幼馴染を失ってから、現実から逃げるようにほとんどの時間を寝て過ごしていた。それでも、幼馴染のためなら現実でも戦える力と意志をもった自慢の息子。
もしかしたら父さんの思う自分のイメージはそんな感じかもしれない。

(ちがうんだ)

暁音は思う。暗い天井に手をかざして、自分の決意を再確認する。
父さんは、あるいは中学校の頃からの知り合いたちも、きっと自分が眠る理由は幼馴染のいない現実から逃げるためだと思っているだろう。
ちがう、幼馴染を失った次の日、夢の中でそれを見た。それは朧気に覚えていた夢の記憶にして、一目見ただけで恋に落ちた、そんなふわふわとした幸福感。
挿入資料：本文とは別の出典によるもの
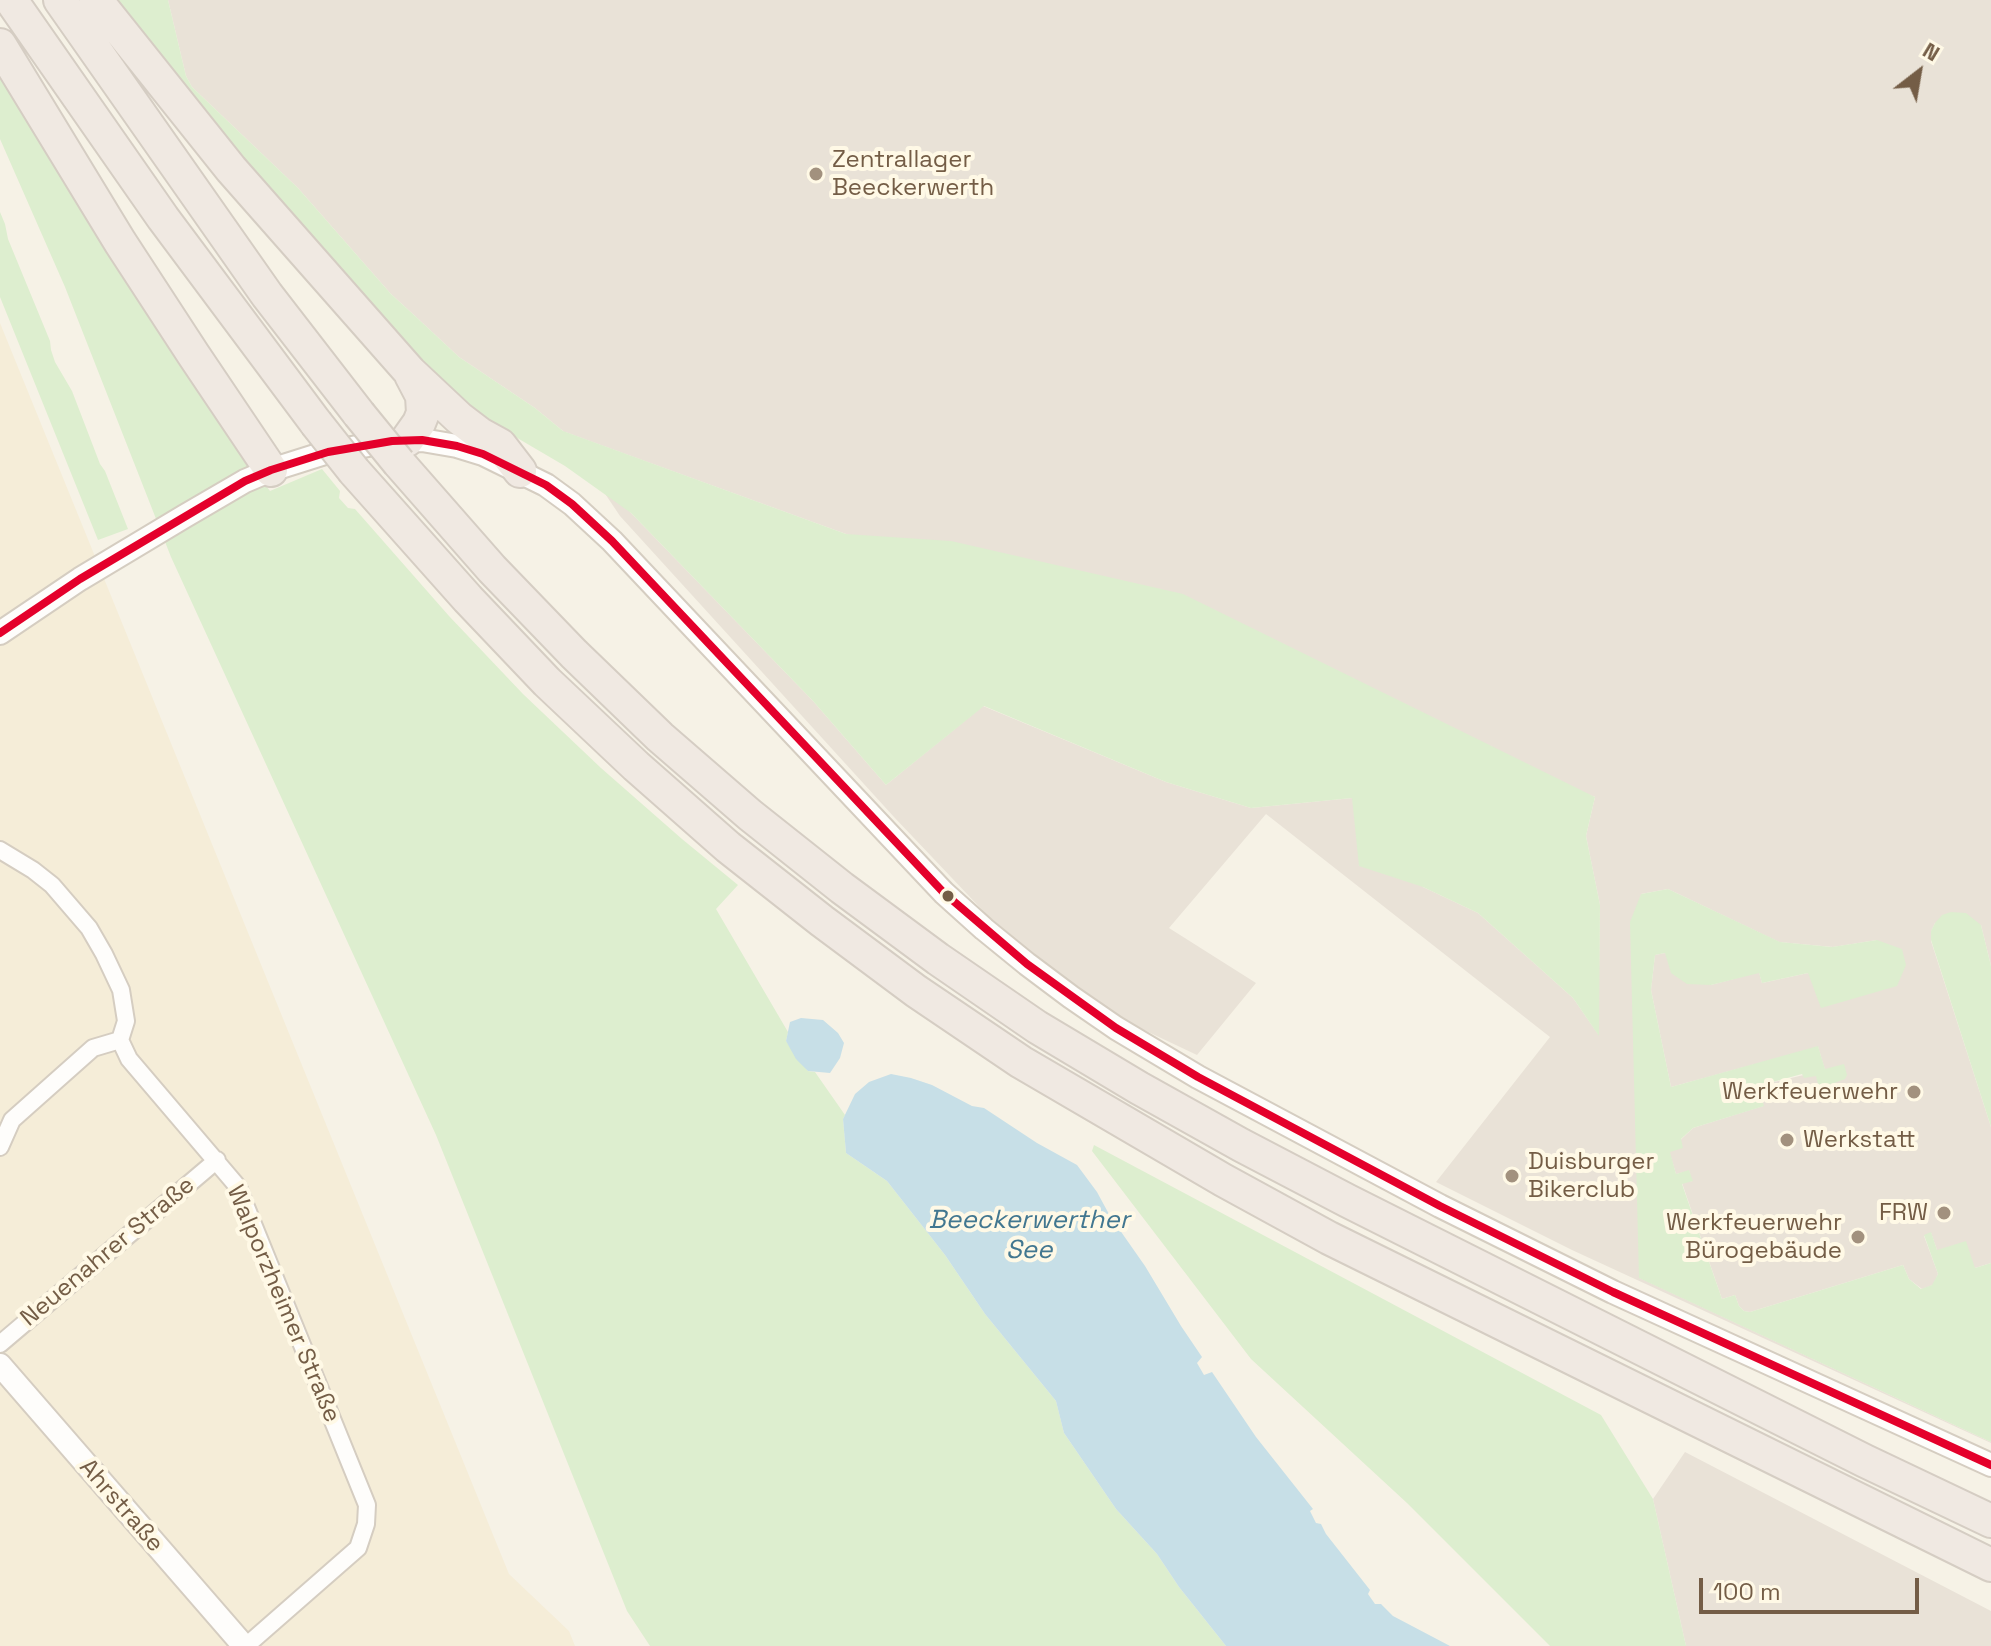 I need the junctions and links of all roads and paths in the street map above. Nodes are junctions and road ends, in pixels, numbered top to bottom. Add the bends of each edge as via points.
1 (11, 0) edge
2 (60, 0) edge
3 (96, 0) edge
4 (0, 45) edge
5 (410, 372) junction
6 (403, 452) junction
7 (271, 470) junction
8 (520, 471) junction
9 (0, 633) edge
10 (0, 850) edge
11 (120, 1040) junction
12 (0, 1147) edge
13 (217, 1160) junction
14 (0, 1344) edge
15 (0, 1365) edge
16 (1991, 1465) edge
17 (1991, 1521) edge
18 (1991, 1565) edge
19 (245, 1646) edge

1 - 18 highway, bridge via 163,218 354,471 547,682 728,847 916,991 1122,1123 1329,1238
2 - 6 highway, bridge via 267,295 359,414
3 - 5 highway via 231,169
4 - 7 highway via 120,242
5 - 6 highway via 423,404
5 - 8 highway via 459,418 500,445
6 - 7 street via 354,446
6 - 8 street via 457,446
6 - 17 highway via 492,569 660,737 842,888 1037,1027 1348,1201
7 - 9 street via 173,523
8 - 16 street via 572,504 612,541 944,893 1093,1013 1198,1077 1440,1206 1613,1292
10 - 11 street via 52,885 89,928 121,990 126,1021
11 - 12 street via 93,1048 22,1111
11 - 13 street, Walporzheimer Straße via 129,1059
13 - 14 street, Neuenahrer Straße
13 - 19 street, Walporzheimer Straße via 238,1187 367,1505 358,1548
15 - 19 street, Ahrstraße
会いたい、その日から自分の心はそれで染められた。だから戦う理由はそれだ。死すら治す薬があるなら、夢を現実にする方法も持っているかもしれない。
だから勝つ、絶対に、誰の前でどんな手段を使おうとも、ただ彼女に会うために。

「……待ってて」

闇に溶け込むその声と共に、暁音は右手を頭に当てる。『お手製子守唄』、彼の意識は、また彼女に会うために闇に溶けていく。